▶ _TASK GOAL_: Each line from the material with the word "result" in it must be copied.
*** Block opens ***
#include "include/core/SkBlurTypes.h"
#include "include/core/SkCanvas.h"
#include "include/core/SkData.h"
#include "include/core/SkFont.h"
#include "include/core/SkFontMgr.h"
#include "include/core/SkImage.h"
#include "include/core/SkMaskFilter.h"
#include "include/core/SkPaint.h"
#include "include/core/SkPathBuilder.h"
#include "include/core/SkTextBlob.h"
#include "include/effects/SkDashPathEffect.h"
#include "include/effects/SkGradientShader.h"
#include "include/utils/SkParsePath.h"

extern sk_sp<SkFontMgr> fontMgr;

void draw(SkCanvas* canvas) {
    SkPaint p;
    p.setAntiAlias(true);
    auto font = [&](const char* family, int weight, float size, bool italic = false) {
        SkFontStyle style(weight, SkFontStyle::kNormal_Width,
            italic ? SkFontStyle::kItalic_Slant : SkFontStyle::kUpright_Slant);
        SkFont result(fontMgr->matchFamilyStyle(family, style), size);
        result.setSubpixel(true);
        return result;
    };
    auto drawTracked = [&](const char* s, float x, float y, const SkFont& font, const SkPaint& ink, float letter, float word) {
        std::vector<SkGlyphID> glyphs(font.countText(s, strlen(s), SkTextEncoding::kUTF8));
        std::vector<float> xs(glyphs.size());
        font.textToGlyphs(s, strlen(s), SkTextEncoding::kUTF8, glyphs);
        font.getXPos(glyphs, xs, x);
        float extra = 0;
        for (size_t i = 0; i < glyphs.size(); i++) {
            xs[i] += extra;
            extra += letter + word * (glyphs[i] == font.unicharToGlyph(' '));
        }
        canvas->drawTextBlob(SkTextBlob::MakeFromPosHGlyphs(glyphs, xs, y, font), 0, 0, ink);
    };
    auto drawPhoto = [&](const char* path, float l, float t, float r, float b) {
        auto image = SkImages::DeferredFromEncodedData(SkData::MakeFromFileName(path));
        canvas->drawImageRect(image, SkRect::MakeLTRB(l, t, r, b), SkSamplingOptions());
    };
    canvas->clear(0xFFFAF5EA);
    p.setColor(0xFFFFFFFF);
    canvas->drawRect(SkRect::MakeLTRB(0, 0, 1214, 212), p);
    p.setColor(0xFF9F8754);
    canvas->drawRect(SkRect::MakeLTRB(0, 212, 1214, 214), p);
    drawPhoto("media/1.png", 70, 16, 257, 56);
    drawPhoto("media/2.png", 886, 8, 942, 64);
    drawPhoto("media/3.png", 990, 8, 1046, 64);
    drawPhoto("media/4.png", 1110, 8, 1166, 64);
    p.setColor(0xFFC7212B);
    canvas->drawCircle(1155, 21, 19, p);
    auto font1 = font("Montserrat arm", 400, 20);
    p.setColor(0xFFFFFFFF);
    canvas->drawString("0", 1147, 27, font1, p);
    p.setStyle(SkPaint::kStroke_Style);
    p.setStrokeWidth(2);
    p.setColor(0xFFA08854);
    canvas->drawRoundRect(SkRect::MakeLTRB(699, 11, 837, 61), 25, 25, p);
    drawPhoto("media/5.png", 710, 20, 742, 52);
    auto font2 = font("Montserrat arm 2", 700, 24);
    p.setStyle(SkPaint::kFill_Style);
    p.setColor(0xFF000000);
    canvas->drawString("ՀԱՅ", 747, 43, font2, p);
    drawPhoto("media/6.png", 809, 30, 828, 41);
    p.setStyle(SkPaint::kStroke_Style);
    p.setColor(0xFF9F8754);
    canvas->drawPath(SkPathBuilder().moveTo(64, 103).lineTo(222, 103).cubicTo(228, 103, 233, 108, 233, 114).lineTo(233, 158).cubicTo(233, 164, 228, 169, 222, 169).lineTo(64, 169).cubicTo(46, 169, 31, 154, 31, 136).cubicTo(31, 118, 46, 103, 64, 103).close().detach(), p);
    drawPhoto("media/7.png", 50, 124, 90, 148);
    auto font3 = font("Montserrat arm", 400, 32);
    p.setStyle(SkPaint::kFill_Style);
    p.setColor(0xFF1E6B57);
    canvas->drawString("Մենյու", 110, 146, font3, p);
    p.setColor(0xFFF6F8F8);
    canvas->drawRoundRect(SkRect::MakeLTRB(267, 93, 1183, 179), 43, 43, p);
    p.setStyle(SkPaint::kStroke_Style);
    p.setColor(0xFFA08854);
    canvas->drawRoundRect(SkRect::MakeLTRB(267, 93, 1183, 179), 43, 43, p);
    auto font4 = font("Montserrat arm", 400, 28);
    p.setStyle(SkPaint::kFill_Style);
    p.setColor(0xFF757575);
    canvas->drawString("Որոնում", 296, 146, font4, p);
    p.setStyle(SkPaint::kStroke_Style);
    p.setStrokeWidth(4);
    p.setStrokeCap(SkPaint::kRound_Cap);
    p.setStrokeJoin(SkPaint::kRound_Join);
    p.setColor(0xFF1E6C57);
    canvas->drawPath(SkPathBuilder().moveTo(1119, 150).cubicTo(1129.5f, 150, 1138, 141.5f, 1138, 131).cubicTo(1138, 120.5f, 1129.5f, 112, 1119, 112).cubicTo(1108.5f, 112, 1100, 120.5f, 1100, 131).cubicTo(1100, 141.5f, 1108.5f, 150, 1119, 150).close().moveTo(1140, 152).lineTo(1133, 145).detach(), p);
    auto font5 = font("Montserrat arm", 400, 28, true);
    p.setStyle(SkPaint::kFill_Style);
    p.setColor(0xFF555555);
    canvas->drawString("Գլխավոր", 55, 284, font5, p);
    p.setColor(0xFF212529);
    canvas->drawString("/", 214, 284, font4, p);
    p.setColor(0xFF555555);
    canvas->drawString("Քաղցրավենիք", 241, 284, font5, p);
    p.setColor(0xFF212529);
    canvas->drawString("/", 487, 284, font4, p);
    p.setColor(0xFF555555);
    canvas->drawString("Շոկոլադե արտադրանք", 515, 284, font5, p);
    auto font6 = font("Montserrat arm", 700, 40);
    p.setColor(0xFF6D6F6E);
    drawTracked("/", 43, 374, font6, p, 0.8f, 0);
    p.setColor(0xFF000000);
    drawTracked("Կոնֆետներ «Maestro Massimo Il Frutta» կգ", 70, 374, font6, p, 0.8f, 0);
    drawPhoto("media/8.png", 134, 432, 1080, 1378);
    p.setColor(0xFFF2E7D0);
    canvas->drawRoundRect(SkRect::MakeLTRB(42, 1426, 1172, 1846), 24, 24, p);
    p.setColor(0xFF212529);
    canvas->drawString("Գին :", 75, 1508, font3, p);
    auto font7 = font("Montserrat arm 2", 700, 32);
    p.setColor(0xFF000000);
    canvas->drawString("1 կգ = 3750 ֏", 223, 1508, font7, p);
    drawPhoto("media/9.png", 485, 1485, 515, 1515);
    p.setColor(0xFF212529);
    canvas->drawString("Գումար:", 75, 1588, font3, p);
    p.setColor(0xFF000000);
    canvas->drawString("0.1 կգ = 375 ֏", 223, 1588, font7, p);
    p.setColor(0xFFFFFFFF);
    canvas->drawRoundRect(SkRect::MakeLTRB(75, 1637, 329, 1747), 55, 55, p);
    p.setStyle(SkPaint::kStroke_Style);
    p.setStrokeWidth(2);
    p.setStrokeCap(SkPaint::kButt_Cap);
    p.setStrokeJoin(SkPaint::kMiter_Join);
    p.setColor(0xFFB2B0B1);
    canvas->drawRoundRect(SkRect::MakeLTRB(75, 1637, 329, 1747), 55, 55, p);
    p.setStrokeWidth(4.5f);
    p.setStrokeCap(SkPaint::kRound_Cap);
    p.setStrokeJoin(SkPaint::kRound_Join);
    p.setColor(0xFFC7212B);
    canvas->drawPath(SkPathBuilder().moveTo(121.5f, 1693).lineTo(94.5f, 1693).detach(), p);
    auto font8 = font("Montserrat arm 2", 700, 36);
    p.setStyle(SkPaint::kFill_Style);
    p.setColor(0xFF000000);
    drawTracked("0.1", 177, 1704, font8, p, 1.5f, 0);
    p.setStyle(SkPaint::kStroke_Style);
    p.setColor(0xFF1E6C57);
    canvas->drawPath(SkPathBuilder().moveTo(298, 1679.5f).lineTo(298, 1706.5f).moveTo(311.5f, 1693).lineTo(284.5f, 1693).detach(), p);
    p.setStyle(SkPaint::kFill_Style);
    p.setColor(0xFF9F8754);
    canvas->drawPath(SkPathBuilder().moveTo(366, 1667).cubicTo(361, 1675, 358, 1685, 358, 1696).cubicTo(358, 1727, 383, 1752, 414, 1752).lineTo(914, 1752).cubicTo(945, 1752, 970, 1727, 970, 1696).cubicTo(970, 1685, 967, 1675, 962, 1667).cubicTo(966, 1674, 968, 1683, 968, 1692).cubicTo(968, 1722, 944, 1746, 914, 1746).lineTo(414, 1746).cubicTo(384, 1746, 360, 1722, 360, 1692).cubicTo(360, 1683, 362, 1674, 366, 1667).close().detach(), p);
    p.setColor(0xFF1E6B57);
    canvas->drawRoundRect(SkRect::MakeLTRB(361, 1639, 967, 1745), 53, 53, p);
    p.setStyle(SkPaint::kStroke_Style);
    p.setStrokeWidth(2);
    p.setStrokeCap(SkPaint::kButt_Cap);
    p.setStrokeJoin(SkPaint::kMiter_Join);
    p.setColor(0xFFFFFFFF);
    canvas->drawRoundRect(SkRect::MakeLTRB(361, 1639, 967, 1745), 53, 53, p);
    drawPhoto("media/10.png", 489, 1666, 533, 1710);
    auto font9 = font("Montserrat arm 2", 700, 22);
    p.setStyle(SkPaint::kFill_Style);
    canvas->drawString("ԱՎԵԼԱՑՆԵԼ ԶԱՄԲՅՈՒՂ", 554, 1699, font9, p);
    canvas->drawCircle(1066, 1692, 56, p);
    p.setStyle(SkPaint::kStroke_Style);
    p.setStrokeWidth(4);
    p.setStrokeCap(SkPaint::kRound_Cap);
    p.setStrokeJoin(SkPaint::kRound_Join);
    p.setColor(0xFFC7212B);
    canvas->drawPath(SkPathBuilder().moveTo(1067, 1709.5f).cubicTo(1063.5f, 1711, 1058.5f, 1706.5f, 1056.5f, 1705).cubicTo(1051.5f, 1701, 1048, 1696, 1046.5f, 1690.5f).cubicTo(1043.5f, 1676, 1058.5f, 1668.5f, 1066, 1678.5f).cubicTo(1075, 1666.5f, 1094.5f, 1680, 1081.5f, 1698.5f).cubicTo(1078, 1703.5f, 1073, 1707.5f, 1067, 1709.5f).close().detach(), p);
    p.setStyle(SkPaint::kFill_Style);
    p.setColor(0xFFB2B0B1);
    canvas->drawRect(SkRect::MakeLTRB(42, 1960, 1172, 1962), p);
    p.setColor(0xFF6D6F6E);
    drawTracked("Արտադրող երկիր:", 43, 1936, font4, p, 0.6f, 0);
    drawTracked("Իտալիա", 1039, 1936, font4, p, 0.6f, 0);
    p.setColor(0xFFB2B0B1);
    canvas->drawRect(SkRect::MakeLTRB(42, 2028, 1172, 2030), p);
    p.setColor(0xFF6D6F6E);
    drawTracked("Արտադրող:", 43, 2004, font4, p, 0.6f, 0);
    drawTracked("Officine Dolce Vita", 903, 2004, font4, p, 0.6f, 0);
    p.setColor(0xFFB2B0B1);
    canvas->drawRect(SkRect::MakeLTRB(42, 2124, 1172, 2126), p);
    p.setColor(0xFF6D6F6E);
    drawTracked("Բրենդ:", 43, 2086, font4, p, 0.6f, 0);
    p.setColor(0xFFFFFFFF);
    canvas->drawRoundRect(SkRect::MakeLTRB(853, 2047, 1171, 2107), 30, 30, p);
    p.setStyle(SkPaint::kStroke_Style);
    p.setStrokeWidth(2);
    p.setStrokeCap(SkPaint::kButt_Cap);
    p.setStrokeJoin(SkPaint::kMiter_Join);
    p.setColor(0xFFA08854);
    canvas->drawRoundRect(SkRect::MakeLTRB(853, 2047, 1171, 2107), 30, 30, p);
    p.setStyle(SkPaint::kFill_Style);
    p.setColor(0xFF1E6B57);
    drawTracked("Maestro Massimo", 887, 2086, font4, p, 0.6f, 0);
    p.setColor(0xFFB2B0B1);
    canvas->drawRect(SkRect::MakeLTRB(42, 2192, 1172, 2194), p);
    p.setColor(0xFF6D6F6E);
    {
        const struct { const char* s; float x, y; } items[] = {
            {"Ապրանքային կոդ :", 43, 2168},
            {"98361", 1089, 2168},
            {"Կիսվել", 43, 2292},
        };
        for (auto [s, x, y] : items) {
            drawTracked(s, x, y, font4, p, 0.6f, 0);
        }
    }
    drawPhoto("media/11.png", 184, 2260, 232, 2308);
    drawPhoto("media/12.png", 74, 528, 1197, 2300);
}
*** Block closes ***
▶ _OUTPUT BELOW_:
        SkFont result(fontMgr->matchFamilyStyle(family, style), size);
        result.setSubpixel(true);
        return result;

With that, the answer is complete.